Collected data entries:
____________________
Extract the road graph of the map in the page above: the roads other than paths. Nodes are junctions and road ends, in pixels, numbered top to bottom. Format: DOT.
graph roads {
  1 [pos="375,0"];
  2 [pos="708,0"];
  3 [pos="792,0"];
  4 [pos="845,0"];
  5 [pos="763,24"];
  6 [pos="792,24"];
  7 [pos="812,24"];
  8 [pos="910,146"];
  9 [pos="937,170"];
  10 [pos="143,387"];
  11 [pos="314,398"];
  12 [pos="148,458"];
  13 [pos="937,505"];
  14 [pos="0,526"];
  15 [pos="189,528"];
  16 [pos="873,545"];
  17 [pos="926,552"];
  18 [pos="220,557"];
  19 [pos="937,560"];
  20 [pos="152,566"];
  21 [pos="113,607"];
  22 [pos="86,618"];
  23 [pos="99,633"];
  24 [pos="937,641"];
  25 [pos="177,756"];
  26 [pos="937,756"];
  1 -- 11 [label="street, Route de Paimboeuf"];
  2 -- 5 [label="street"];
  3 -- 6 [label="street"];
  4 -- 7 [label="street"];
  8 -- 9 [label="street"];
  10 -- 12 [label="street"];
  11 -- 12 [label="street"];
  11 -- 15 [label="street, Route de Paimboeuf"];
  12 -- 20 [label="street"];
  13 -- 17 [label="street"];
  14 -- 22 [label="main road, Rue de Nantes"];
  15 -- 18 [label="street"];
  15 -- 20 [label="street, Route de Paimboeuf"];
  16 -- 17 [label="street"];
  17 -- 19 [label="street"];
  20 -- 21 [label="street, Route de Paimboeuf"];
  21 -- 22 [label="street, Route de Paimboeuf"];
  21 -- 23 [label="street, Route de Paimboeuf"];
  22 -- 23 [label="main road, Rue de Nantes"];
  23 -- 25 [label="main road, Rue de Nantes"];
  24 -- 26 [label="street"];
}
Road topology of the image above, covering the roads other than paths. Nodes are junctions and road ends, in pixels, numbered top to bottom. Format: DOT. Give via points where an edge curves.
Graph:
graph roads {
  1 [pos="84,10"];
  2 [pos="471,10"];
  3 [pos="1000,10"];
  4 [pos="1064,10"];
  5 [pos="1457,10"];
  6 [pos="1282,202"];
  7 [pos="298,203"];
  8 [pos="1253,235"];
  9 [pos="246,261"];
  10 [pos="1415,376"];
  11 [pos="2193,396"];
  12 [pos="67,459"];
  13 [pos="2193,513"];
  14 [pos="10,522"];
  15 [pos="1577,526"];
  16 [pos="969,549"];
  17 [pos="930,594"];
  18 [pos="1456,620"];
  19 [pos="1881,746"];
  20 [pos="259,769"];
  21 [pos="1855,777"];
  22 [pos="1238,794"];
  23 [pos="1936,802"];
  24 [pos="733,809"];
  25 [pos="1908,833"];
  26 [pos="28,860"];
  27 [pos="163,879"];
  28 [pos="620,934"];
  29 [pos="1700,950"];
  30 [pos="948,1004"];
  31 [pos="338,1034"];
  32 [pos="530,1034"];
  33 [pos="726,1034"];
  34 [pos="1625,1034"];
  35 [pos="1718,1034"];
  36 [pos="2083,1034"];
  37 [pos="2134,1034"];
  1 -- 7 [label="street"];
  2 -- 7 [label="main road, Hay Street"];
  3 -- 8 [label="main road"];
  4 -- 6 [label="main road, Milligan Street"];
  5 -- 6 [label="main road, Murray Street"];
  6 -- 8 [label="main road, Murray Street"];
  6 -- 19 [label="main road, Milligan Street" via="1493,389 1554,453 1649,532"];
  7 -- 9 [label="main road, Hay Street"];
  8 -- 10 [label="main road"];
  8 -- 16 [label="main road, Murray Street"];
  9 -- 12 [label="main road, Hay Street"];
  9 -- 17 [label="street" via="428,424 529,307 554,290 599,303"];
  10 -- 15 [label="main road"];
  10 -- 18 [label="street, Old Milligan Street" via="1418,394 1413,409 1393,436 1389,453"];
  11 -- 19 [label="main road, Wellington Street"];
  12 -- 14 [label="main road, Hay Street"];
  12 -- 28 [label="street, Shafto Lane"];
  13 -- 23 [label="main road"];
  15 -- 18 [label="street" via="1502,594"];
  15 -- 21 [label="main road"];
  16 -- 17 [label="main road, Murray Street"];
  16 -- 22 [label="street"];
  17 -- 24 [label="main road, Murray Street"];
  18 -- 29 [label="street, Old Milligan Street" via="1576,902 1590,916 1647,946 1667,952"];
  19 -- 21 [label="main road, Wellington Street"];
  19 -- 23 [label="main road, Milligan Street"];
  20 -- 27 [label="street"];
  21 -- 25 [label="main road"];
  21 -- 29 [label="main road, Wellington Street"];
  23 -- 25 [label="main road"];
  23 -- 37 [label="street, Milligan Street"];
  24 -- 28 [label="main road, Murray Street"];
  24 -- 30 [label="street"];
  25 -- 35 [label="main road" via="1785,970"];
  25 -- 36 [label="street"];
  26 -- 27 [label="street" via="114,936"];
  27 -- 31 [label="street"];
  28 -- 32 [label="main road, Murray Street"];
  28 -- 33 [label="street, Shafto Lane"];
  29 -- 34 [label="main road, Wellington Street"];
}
____________________
Activity: From the records above, pick out and copy each line holding the word "Wellington".

Written answer:
  11 -- 19 [label="main road, Wellington Street"];
  19 -- 21 [label="main road, Wellington Street"];
  21 -- 29 [label="main road, Wellington Street"];
  29 -- 34 [label="main road, Wellington Street"];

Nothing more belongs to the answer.